Given records>
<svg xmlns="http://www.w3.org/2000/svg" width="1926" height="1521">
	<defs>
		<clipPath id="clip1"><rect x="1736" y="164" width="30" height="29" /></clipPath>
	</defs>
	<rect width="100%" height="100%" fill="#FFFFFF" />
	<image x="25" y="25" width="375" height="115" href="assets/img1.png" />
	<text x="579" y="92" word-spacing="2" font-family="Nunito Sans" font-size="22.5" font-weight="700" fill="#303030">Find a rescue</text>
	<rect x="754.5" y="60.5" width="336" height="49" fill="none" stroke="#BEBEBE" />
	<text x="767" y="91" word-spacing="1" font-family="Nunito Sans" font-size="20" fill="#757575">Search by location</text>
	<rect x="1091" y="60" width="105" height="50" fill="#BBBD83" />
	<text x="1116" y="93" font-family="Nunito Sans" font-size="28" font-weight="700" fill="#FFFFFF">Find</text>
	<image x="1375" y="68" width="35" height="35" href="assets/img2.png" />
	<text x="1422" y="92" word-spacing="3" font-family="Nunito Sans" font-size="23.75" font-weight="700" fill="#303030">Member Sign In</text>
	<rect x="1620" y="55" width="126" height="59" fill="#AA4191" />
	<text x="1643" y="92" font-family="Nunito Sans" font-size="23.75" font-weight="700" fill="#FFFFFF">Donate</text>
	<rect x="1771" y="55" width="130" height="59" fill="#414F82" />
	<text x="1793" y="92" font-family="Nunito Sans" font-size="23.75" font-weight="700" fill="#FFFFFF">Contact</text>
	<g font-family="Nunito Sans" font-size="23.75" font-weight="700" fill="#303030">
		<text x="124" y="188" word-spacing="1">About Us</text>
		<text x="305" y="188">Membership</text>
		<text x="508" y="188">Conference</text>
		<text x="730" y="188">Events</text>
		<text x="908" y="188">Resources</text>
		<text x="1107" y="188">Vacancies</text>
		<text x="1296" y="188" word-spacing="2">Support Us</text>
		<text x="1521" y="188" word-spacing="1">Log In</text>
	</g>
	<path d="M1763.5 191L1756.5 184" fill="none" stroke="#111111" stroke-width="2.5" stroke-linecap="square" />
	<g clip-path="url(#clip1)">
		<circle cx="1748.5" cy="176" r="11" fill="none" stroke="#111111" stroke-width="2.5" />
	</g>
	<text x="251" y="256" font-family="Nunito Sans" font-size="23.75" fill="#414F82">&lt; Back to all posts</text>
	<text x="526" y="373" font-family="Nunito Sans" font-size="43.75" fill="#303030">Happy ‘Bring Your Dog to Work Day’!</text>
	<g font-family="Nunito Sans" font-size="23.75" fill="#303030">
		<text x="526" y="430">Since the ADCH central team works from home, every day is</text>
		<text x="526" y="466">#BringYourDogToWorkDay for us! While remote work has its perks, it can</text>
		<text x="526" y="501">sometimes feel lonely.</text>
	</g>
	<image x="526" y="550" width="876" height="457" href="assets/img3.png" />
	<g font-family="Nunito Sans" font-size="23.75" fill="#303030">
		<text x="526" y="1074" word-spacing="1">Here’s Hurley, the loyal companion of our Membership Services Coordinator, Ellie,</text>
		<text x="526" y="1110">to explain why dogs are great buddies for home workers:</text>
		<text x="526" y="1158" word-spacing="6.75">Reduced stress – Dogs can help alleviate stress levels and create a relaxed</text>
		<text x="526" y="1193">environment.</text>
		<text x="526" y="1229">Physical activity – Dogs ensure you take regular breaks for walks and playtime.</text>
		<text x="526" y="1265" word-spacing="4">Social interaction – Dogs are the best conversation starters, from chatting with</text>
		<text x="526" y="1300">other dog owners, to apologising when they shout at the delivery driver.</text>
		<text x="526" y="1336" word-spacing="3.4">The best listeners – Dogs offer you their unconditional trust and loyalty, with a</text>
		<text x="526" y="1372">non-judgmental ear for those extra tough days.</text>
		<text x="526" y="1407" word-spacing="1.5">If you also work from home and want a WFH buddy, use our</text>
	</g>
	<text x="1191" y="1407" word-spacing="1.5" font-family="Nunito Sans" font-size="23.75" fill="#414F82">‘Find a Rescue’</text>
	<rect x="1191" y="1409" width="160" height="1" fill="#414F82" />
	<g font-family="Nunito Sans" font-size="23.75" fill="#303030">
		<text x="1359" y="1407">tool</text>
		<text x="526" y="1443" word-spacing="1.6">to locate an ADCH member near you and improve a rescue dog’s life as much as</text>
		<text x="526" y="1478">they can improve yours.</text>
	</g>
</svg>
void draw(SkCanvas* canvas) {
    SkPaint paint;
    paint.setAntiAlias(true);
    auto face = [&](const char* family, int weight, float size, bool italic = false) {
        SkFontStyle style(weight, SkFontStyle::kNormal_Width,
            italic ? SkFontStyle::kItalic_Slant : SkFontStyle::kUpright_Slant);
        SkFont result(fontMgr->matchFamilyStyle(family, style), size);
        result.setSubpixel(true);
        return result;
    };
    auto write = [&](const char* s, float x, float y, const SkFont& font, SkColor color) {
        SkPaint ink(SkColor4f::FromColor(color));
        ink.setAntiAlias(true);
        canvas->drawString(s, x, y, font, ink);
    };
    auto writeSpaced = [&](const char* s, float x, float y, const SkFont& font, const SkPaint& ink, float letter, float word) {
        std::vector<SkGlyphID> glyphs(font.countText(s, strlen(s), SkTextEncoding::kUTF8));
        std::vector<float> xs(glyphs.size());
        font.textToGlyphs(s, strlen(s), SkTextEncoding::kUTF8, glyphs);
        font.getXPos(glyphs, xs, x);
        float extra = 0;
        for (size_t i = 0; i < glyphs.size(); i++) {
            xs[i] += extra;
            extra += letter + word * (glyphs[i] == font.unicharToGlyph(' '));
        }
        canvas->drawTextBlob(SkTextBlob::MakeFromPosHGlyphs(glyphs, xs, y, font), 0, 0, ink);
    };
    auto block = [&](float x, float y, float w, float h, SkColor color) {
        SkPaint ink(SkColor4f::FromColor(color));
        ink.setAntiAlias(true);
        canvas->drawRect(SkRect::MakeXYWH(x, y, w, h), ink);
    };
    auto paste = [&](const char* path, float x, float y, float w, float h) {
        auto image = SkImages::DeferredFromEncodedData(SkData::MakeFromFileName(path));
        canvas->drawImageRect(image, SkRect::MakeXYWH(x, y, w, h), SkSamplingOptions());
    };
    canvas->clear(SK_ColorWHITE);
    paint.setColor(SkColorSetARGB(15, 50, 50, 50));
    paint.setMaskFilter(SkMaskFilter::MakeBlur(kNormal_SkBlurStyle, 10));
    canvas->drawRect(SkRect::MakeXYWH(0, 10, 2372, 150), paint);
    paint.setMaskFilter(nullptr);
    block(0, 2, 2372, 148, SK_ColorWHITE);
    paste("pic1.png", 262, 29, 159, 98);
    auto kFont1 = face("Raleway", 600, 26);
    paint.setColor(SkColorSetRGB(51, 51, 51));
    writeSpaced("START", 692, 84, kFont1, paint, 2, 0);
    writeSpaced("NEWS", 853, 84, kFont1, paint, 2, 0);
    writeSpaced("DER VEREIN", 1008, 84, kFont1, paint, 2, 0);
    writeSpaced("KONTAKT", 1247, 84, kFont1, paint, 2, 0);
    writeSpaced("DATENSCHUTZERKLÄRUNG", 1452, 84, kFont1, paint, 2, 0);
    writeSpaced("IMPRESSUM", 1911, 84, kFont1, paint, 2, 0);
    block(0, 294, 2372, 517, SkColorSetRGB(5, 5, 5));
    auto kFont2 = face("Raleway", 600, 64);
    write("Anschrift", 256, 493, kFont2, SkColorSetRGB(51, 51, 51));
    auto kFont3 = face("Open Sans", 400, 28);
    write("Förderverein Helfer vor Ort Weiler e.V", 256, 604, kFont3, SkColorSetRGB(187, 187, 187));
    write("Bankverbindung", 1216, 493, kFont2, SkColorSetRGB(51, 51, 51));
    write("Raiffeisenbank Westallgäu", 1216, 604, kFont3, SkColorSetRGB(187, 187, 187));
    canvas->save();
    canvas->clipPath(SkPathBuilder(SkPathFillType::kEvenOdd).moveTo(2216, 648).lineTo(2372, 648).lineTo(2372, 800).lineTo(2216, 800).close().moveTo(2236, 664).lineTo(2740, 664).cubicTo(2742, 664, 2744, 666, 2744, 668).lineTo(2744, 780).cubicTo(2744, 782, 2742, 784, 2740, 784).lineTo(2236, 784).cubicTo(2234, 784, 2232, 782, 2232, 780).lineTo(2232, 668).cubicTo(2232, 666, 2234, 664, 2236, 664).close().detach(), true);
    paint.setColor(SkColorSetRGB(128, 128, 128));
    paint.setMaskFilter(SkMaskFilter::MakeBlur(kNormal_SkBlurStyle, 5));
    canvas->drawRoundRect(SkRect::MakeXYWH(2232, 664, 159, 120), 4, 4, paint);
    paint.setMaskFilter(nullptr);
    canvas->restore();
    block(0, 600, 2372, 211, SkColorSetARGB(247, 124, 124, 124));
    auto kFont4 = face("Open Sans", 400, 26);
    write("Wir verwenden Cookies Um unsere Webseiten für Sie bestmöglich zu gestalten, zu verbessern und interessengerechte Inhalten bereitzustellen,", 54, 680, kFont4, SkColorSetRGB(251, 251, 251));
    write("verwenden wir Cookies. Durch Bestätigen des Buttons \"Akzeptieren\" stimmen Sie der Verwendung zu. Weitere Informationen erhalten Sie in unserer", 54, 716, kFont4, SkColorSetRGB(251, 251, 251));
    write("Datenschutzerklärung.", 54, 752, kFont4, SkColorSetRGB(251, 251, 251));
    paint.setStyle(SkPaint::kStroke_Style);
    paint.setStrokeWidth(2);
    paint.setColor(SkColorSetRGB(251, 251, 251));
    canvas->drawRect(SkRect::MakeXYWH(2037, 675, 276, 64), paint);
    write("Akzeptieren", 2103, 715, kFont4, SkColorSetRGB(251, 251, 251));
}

Activity> What is wanted is a copy of every line in the listing that includes the word "float".

Task output>
    auto face = [&](const char* family, int weight, float size, bool italic = false) {
    auto write = [&](const char* s, float x, float y, const SkFont& font, SkColor color) {
    auto writeSpaced = [&](const char* s, float x, float y, const SkFont& font, const SkPaint& ink, float letter, float word) {
        std::vector<float> xs(glyphs.size());
        float extra = 0;
    auto block = [&](float x, float y, float w, float h, SkColor color) {
    auto paste = [&](const char* path, float x, float y, float w, float h) {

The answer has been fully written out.